30/06/2019

O eucalipto

Passei pelo sítio exato  onde os meus avós viveram. A casa desapareceu há muitos anos atrás. Também já não vejo o grande eucalipto que lhe dava abrigo e enquadramento. Apenas o imagino como um foguetão, um cipreste dos cemitérios pronto  a descolar rumo aos céus numa noite qualquer, estrelada de preferência. Agora, resta apenas um prado de ervas altas, onde as carriças fazem os ninhos e criam a prole.

Ainda assim venho aqui sempre que posso, como aquela cria de veado que não se afastava do resto da carcaça da mãe, devorada por uma alcateia de lobos. Vi isto num documentário da National Geographic, gravado no parque natural de Yellow Stone e nunca mais o esqueci.

Felizmente, consigo reconstruir em palavras a memória deste lugar.
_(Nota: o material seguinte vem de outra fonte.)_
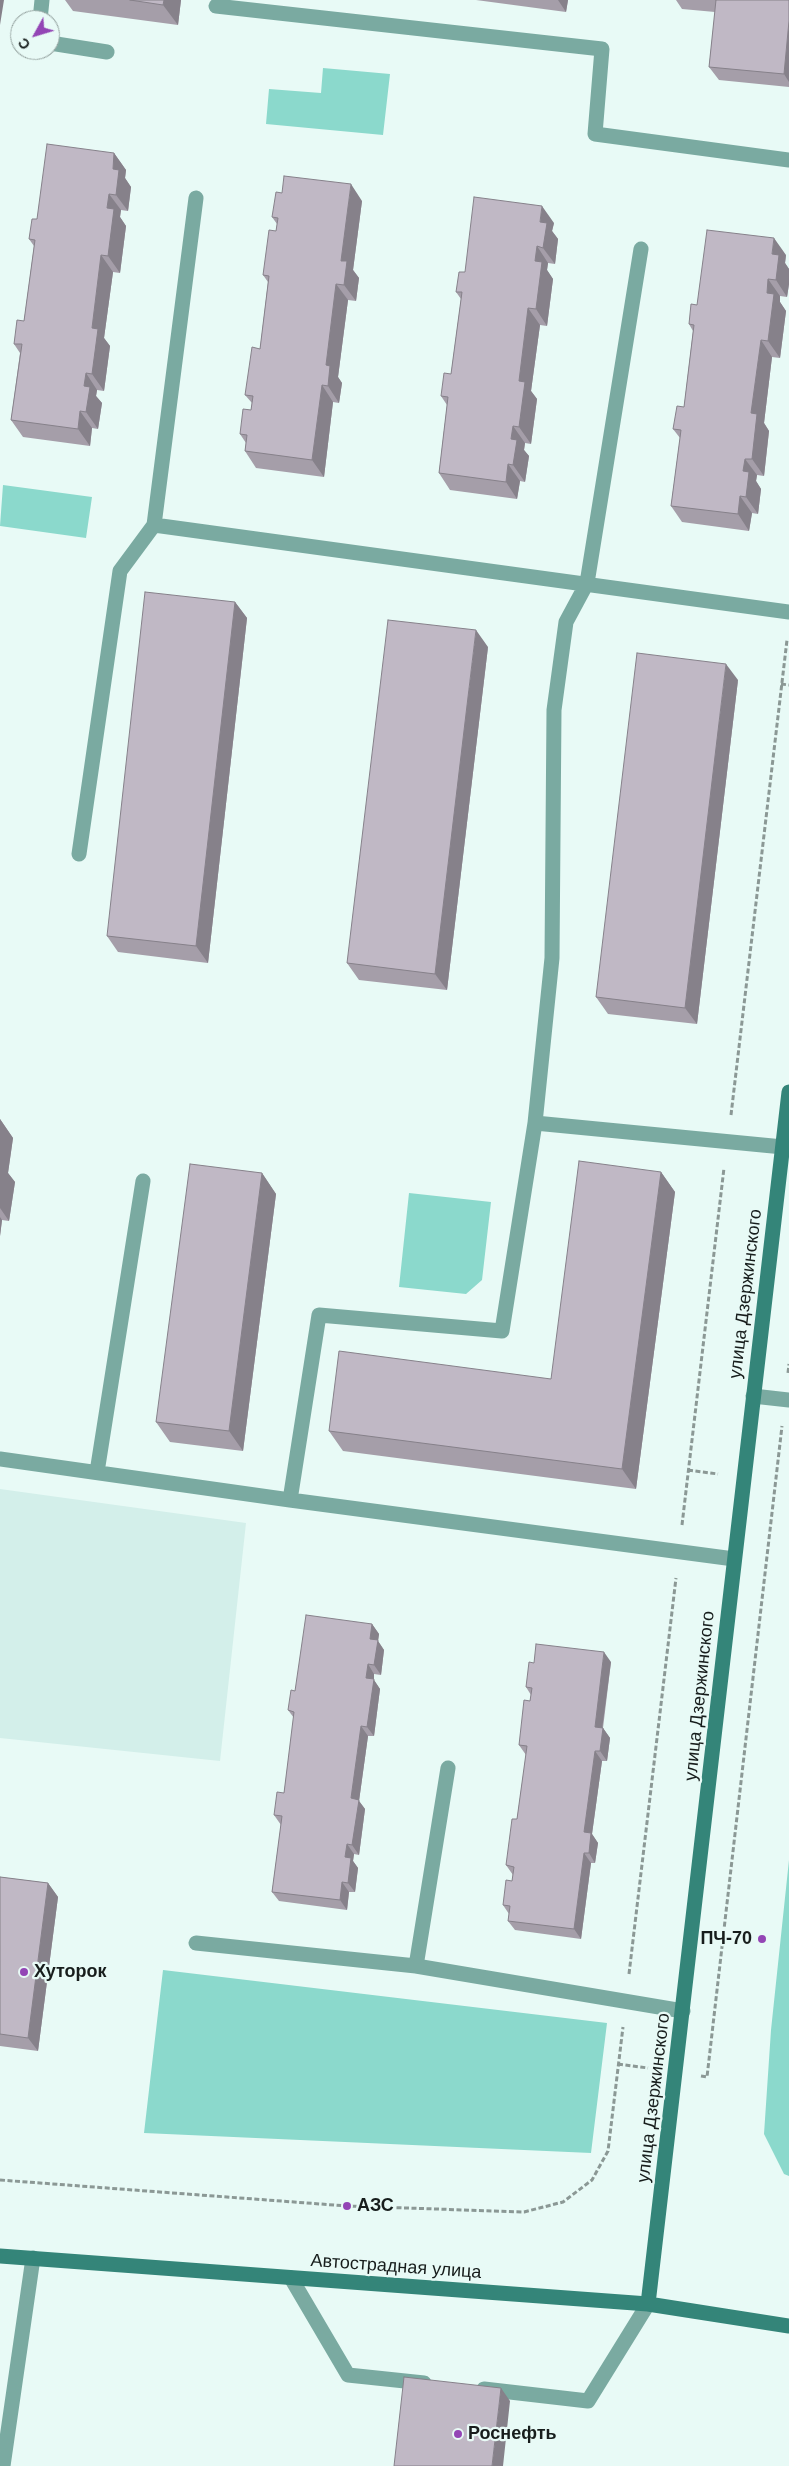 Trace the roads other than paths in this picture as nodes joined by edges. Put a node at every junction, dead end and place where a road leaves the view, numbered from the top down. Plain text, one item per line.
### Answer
1 (216, 6) dead end
2 (60, 45) edge
3 (107, 52) dead end
4 (789, 160) edge
5 (196, 198) dead end
6 (641, 249) dead end
7 (154, 525) junction
8 (587, 583) junction
9 (789, 612) edge
10 (78, 854) dead end
11 (789, 1092) edge
12 (535, 1123) junction
13 (783, 1147) junction
14 (143, 1180) dead end
15 (753, 1396) junction
16 (789, 1400) edge
17 (0, 1459) edge
18 (97, 1472) junction
19 (290, 1500) junction
20 (734, 1559) junction
21 (448, 1768) dead end
22 (196, 1943) dead end
23 (416, 1966) junction
24 (683, 2011) junction
25 (0, 2256) edge
26 (33, 2258) junction
27 (291, 2278) junction
28 (648, 2304) junction
29 (789, 2326) edge
30 (434, 2384) edge
31 (473, 2388) edge
32 (3, 2466) edge

1 - 4 lane
2 - 3 lane
5 - 7 lane
6 - 8 lane
7 - 8 lane
7 - 10 lane
8 - 9 lane
8 - 12 lane
11 - 13 street, улица Дзержинского
12 - 13 lane
12 - 19 lane
13 - 15 street, улица Дзержинского
14 - 18 lane
15 - 16 lane
15 - 20 street, улица Дзержинского
17 - 18 lane
18 - 19 lane
19 - 20 lane
20 - 24 street, улица Дзержинского
21 - 23 lane
22 - 23 lane
23 - 24 lane
24 - 28 street, улица Дзержинского
25 - 26 street, Автострадная улица
26 - 27 street, Автострадная улица
26 - 32 lane
27 - 28 street, Автострадная улица
27 - 30 lane
28 - 29 street, Автострадная улица
28 - 31 lane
Que outro animal o faria ?

Se calhar somos mesmo filhos de Deus ou trôpegos aprendizes para a criação de mundos. 

13/06/2019

Margem

É por aqui que me perco
para encontrar musas e anões dourados.

Agora, anónimo e transparente
sei afinal onde estou e sou realmente.

E sem nada pedir, tudo me é dado outra vez,
como se regressasse ao silêncio uterino.

Os pés levantam-se um pouco acima do chão,
onde já não há terra, onde não agarro ainda o céu.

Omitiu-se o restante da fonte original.